## Work required
Out of the data below, copy every line with the string "edges".

*** Opening Supplied material ***

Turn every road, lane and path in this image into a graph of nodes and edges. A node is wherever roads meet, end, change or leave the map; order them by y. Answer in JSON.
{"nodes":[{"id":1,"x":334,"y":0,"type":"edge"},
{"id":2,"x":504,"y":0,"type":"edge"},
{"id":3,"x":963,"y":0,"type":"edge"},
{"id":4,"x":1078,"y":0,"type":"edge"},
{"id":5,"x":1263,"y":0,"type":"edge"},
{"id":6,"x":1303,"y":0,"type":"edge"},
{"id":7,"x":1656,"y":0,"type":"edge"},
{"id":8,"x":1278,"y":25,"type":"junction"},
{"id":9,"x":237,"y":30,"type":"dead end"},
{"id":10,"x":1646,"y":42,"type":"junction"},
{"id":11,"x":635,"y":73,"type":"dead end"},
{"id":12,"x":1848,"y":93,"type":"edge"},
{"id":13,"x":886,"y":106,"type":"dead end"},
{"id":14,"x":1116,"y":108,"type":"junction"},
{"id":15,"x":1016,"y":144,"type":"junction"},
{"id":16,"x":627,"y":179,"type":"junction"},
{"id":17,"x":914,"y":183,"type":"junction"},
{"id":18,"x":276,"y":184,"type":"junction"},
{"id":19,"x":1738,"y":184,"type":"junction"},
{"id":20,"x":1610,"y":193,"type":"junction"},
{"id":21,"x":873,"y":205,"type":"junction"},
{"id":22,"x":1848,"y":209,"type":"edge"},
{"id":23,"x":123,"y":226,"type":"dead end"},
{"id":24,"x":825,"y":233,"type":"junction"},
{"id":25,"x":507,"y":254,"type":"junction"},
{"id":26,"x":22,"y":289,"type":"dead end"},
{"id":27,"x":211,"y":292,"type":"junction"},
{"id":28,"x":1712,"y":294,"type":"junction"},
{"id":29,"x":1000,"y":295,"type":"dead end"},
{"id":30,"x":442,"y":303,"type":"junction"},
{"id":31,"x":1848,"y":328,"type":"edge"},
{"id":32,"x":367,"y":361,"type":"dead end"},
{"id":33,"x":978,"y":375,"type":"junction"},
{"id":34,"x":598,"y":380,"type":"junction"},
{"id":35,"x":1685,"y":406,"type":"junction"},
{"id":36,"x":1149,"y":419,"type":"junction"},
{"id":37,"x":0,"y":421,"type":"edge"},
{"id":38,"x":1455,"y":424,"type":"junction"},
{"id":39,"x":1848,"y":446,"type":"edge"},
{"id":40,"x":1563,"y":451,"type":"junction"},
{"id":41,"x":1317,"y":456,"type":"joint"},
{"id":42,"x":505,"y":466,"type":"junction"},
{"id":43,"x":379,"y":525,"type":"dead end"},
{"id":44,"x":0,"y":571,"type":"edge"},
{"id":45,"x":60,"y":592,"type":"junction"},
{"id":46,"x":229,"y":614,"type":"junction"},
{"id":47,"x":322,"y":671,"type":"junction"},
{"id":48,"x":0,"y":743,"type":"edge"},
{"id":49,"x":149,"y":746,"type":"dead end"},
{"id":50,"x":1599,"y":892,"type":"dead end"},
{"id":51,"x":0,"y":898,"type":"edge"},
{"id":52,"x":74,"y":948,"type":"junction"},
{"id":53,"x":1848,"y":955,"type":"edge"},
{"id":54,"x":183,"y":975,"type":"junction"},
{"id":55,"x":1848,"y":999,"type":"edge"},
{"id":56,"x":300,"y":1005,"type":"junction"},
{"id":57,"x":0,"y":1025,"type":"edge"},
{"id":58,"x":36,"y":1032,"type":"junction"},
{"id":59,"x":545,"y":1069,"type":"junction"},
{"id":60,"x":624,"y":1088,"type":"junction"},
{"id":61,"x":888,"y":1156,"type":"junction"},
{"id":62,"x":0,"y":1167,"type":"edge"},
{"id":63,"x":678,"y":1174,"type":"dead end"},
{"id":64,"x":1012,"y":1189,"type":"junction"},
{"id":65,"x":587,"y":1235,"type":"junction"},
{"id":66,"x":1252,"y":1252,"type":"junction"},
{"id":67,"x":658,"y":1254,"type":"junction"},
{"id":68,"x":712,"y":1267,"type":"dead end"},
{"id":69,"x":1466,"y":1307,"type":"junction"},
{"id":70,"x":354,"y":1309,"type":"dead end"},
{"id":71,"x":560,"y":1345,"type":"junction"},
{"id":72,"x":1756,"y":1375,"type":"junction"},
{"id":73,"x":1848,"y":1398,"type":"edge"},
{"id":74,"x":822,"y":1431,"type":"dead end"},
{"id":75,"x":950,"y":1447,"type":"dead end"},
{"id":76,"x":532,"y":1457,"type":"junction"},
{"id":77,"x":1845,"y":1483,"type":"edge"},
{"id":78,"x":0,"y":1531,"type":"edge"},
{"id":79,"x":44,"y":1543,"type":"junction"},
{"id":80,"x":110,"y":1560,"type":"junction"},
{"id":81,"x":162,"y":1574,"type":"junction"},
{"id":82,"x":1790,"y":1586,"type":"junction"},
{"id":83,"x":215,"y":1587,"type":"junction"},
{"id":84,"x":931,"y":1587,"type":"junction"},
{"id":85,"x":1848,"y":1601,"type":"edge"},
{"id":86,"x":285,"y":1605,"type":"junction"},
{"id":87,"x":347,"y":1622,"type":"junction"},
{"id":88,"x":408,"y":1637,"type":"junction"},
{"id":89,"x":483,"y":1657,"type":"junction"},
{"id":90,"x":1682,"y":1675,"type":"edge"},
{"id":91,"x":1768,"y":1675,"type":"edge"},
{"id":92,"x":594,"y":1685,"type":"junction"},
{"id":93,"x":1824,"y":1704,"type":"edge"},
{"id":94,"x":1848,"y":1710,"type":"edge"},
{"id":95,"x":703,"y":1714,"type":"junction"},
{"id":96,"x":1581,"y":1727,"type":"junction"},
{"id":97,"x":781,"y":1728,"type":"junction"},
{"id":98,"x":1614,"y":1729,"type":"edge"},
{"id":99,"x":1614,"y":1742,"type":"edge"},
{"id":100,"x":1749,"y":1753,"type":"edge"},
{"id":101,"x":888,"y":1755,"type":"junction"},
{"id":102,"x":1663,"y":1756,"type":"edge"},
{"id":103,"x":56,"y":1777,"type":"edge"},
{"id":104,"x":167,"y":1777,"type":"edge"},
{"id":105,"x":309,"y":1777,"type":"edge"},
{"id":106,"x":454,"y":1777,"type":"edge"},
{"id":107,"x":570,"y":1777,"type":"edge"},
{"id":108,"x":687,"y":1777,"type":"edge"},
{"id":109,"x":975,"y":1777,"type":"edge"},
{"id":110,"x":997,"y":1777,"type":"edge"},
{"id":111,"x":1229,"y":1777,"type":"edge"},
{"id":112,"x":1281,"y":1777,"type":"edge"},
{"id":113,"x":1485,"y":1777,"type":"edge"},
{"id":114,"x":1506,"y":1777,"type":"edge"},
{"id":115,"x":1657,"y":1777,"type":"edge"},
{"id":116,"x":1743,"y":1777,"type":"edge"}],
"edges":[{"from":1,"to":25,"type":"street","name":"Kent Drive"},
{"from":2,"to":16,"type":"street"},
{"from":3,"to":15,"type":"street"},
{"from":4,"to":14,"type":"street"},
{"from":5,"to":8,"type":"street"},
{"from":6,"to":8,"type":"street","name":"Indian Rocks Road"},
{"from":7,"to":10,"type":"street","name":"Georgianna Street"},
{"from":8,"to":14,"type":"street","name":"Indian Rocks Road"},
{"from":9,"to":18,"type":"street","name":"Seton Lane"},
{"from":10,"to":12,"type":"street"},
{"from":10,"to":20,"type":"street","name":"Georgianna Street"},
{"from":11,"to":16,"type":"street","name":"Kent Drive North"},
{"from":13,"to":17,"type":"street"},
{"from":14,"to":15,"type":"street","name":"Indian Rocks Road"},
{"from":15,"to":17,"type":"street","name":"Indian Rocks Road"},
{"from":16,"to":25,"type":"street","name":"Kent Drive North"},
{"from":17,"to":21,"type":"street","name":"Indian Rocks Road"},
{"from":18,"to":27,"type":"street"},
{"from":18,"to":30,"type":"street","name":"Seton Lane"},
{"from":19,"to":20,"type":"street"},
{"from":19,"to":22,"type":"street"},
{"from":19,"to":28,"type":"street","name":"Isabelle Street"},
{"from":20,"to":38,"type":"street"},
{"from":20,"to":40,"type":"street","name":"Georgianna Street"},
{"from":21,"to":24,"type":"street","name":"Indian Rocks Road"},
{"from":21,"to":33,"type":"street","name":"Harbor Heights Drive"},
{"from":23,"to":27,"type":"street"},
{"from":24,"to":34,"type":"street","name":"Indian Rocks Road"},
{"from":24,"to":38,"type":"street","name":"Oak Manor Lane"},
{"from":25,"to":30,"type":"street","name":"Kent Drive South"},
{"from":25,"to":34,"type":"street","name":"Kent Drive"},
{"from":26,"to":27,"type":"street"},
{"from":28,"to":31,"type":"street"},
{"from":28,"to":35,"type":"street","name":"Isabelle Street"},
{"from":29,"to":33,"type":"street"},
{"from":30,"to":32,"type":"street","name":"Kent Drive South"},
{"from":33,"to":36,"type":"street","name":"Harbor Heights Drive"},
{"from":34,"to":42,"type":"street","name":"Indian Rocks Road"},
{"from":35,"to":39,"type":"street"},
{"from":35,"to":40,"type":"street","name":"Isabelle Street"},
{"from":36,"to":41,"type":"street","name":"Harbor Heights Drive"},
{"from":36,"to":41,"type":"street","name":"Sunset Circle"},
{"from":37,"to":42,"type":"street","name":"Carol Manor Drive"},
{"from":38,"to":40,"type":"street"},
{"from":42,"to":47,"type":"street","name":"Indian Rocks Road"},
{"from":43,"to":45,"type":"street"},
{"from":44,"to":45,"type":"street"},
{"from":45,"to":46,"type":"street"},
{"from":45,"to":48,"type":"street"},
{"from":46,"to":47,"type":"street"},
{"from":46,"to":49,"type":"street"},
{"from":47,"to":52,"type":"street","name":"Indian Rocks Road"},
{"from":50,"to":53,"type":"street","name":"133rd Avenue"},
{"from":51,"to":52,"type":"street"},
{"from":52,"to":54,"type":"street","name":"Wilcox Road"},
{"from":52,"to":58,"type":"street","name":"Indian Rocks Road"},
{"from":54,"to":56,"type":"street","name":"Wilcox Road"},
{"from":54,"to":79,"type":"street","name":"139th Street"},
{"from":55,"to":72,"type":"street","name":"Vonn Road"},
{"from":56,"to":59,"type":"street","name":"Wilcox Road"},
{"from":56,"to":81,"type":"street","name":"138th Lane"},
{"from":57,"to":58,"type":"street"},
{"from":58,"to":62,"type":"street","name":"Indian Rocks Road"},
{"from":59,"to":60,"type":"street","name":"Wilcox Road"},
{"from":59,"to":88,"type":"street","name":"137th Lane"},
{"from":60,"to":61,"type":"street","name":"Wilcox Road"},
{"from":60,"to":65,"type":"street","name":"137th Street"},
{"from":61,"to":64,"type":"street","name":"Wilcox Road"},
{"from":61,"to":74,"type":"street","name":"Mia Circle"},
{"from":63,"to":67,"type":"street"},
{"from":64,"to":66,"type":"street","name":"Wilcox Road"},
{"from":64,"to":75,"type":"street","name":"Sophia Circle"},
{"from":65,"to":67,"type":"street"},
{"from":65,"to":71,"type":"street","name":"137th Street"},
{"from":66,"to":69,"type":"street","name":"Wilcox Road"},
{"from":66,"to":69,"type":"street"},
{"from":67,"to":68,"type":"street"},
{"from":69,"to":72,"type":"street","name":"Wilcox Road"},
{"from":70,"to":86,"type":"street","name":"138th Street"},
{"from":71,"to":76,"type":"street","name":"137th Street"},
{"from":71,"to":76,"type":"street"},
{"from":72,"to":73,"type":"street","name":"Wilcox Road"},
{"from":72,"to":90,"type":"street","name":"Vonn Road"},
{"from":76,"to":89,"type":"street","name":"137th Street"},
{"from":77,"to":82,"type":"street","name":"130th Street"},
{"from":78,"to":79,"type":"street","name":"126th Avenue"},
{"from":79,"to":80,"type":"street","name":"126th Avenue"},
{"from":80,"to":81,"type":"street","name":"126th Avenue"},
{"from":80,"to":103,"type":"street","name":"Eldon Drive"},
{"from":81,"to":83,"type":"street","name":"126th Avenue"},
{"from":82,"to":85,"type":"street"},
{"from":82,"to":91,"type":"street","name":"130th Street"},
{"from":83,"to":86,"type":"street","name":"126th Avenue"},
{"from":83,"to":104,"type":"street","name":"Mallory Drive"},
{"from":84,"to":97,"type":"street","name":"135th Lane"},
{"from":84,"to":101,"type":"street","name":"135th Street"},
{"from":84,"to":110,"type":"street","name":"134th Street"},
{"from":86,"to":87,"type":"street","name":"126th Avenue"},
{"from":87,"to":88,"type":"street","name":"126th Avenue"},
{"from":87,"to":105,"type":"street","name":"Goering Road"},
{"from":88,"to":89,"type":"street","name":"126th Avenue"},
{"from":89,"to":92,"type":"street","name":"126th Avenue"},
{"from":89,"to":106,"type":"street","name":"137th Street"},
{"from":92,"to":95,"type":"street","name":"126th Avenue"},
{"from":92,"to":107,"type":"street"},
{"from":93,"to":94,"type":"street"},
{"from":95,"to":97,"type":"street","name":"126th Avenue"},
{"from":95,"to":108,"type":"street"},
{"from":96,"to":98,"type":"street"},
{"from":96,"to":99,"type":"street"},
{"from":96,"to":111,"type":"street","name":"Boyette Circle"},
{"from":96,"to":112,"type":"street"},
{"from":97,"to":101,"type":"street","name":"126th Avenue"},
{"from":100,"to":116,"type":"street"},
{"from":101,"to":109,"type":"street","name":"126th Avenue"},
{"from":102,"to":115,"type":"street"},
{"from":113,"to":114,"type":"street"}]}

*** Closing Supplied material ***

## The completed task
Turn every road, lane and path in this image into a graph of nodes and edges. A node is wherever roads meet, end, change or leave the map; order them by y. Answer in JSON.
"edges":[{"from":1,"to":25,"type":"street","name":"Kent Drive"},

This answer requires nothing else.